> **TASK GOAL**: Starting at the first line, copy the data below through to the end, exactly.

[Items listed in a dataset]
________________
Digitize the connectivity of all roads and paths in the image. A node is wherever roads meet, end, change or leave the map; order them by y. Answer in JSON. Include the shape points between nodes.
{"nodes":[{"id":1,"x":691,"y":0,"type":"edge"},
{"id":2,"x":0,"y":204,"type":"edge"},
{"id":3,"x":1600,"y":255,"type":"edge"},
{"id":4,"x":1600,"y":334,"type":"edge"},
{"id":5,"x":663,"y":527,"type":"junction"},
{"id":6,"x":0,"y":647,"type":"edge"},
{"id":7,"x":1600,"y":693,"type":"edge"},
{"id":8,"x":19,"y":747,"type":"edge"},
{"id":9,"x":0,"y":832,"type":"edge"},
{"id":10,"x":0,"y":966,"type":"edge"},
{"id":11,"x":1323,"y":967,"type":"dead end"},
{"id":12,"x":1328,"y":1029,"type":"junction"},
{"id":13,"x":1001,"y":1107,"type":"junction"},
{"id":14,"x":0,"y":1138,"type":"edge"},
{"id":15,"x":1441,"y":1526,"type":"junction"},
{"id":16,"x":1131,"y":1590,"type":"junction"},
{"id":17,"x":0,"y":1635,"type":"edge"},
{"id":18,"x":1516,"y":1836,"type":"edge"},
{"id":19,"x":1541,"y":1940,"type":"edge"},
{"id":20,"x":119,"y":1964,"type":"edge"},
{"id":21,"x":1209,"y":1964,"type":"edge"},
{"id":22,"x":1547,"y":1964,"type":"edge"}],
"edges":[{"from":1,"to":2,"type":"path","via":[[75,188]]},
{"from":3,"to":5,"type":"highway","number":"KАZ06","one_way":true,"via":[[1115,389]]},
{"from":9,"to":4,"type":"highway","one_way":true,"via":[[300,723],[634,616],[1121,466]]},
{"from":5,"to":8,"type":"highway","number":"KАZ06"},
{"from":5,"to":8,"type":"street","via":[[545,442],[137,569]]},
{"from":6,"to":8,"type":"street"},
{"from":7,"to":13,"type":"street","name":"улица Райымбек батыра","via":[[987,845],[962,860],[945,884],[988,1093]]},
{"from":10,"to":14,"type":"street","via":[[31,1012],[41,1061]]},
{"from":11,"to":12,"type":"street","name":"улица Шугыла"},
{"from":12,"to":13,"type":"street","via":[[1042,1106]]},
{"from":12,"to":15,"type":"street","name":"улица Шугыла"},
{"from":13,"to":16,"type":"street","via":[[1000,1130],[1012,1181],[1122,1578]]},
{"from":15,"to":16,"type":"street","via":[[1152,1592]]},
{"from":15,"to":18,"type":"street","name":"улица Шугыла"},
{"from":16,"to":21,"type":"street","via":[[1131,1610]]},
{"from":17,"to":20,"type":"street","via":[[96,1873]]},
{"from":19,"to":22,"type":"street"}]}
________________
> **EXPECTED ANSWER**:
Digitize the connectivity of all roads and paths in the image. A node is wherever roads meet, end, change or leave the map; order them by y. Answer in JSON. Include the shape points between nodes.
{"nodes":[{"id":1,"x":691,"y":0,"type":"edge"},
{"id":2,"x":0,"y":204,"type":"edge"},
{"id":3,"x":1600,"y":255,"type":"edge"},
{"id":4,"x":1600,"y":334,"type":"edge"},
{"id":5,"x":663,"y":527,"type":"junction"},
{"id":6,"x":0,"y":647,"type":"edge"},
{"id":7,"x":1600,"y":693,"type":"edge"},
{"id":8,"x":19,"y":747,"type":"edge"},
{"id":9,"x":0,"y":832,"type":"edge"},
{"id":10,"x":0,"y":966,"type":"edge"},
{"id":11,"x":1323,"y":967,"type":"dead end"},
{"id":12,"x":1328,"y":1029,"type":"junction"},
{"id":13,"x":1001,"y":1107,"type":"junction"},
{"id":14,"x":0,"y":1138,"type":"edge"},
{"id":15,"x":1441,"y":1526,"type":"junction"},
{"id":16,"x":1131,"y":1590,"type":"junction"},
{"id":17,"x":0,"y":1635,"type":"edge"},
{"id":18,"x":1516,"y":1836,"type":"edge"},
{"id":19,"x":1541,"y":1940,"type":"edge"},
{"id":20,"x":119,"y":1964,"type":"edge"},
{"id":21,"x":1209,"y":1964,"type":"edge"},
{"id":22,"x":1547,"y":1964,"type":"edge"}],
"edges":[{"from":1,"to":2,"type":"path","via":[[75,188]]},
{"from":3,"to":5,"type":"highway","number":"KАZ06","one_way":true,"via":[[1115,389]]},
{"from":9,"to":4,"type":"highway","one_way":true,"via":[[300,723],[634,616],[1121,466]]},
{"from":5,"to":8,"type":"highway","number":"KАZ06"},
{"from":5,"to":8,"type":"street","via":[[545,442],[137,569]]},
{"from":6,"to":8,"type":"street"},
{"from":7,"to":13,"type":"street","name":"улица Райымбек батыра","via":[[987,845],[962,860],[945,884],[988,1093]]},
{"from":10,"to":14,"type":"street","via":[[31,1012],[41,1061]]},
{"from":11,"to":12,"type":"street","name":"улица Шугыла"},
{"from":12,"to":13,"type":"street","via":[[1042,1106]]},
{"from":12,"to":15,"type":"street","name":"улица Шугыла"},
{"from":13,"to":16,"type":"street","via":[[1000,1130],[1012,1181],[1122,1578]]},
{"from":15,"to":16,"type":"street","via":[[1152,1592]]},
{"from":15,"to":18,"type":"street","name":"улица Шугыла"},
{"from":16,"to":21,"type":"street","via":[[1131,1610]]},
{"from":17,"to":20,"type":"street","via":[[96,1873]]},
{"from":19,"to":22,"type":"street"}]}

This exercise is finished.